Após a Polícia Militar, por meio da 2ª Companhia do 12º Batalhão, encaminhar à Prefeitura de São Manuel um ofício relatando reincidência de infrações administrativas cometidas por estabelecimentos como bares, lanchonetes e adegas — especialmente nas imediações da Praça Tonico e Tinoco —, foi realizada na última quarta-feira (29) uma reunião entre representantes do Executivo e Legislativo municipal, além da Guarda Civil Municipal (GCM) e da própria PM.

De acordo com o documento, ao qual a TV São Manuel Conectado teve acesso, e que é assinado pelo capitão Anderson William Mariotto, comandante da 2ª Companhia da PM, foram registradas diversas ocorrências envolvendo o descumprimento do horário de funcionamento e a realização de shows com música ao vivo em áreas externas. As situações têm gerado reclamações de moradores por perturbação do sossego.
O ofício também menciona casos de ocupação irregular de calçadas e vias públicas com mesas e cadeiras, o que pode atrapalhar o trânsito de veículos e pedestres, além de representar risco de acidentes.

Segundo fontes ouvidas pela reportagem, chegou a ser cogitado um recuo na decisão para poupar lanchonetes, mas essa informação não foi confirmada oficialmente.
A Polícia Militar solicitou ao setor de Tributação da Prefeitura que adote as medidas administrativas cabíveis para “garantir a manutenção da ordem pública nos locais citados”.
O documento, identificado como Ofício nº 12BPMI-167/200/25, é datado de 13 de outubro de 2025 e foi acompanhado por boletins de ocorrência e correspondências anteriores, que reforçam a reincidência das situações mencionadas.

Após tomar conhecimento do ofício, o prefeito Odirlei Félix conversou por telefone com a reportagem da TV São Manuel Conectado.
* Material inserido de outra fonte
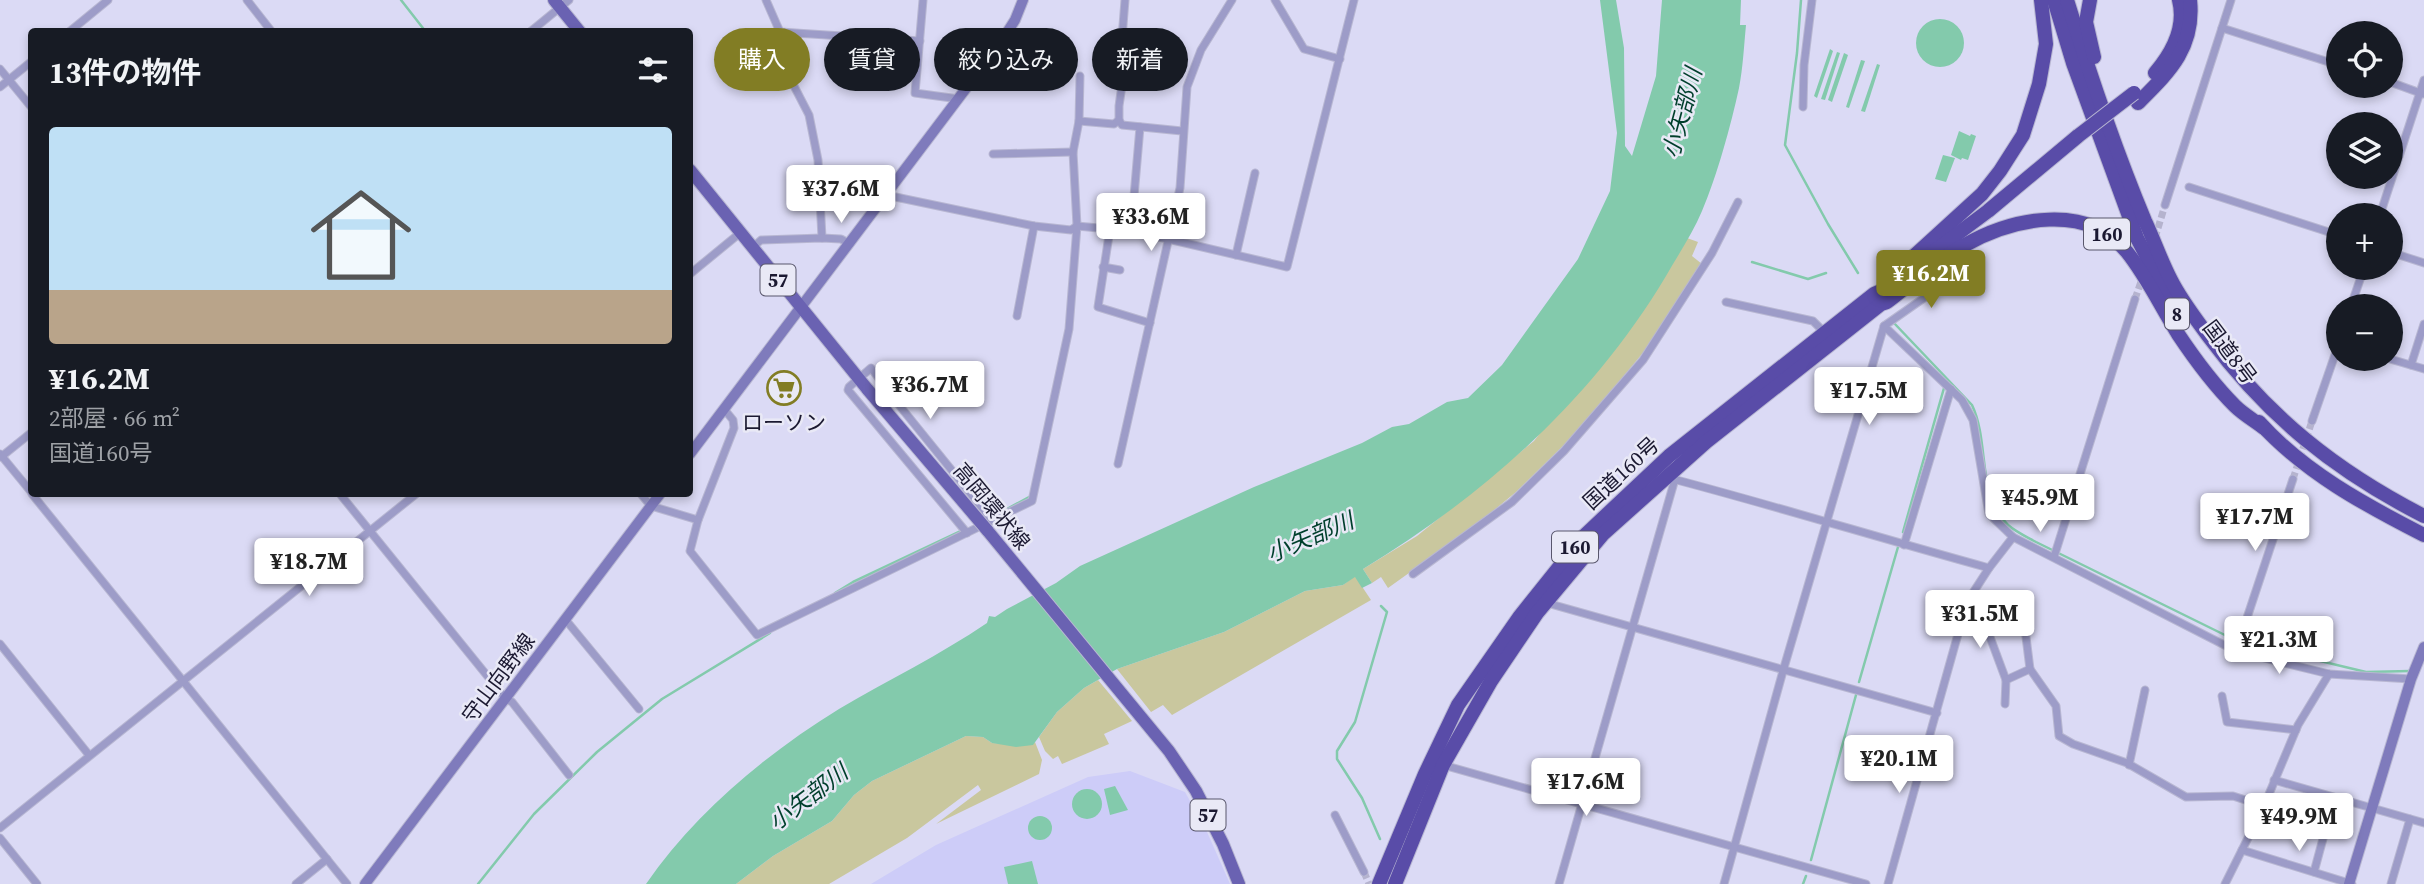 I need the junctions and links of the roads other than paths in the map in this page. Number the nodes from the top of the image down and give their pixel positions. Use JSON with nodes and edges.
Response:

Segundo ele, o setor responsável “vem trabalhando para fiscalizar e autuar comércios que não cumprem a legislação vigente”.
Na ocasião, o prefeito também afirmou que pretendia reunir os proprietários dos estabelecimentos com o capitão da PM — encontro que ocorreu nesta semana, na Câmara de Vereadores.
Em entrevista concedida nesta sexta-feira (31), o vice-prefeito Gê Barros detalhou o que foi definido na reunião. De acordo com ele, será elaborado, por meio do setor de fiscalização, um “termo de ajustamento de conduta” (TAC). O documento estabelecerá que o proprietário deverá acionar a GCM ou a PM caso ocorram situações que possam provocar perturbação da ordem pública.
Segundo Gê Barros, todos os comerciantes presentes aceitaram o acordo. Questionado sobre a presença das forças de segurança em pontos estratégicos para inibir irregularidades, o vice-prefeito destacou que “há dificuldades no contingente das corporações”.
Ele também ressaltou que o Executivo optou pelo diálogo:
“A ideia é reunir todos e deixar claro o que pode e o que não pode ser feito, para evitar mal-entendidos. Nosso governo é o governo do diálogo com todos”, afirmou.
Na semana anterior, o prefeito Odirlei Félix já havia frisado que o Executivo municipal atua dentro dos limites legais:
“Como prefeito, não tenho atribuição de passar por cima da Polícia. Estou à disposição para dialogar, mas as reclamações são muitas, principalmente nos finais de semana”, destacou.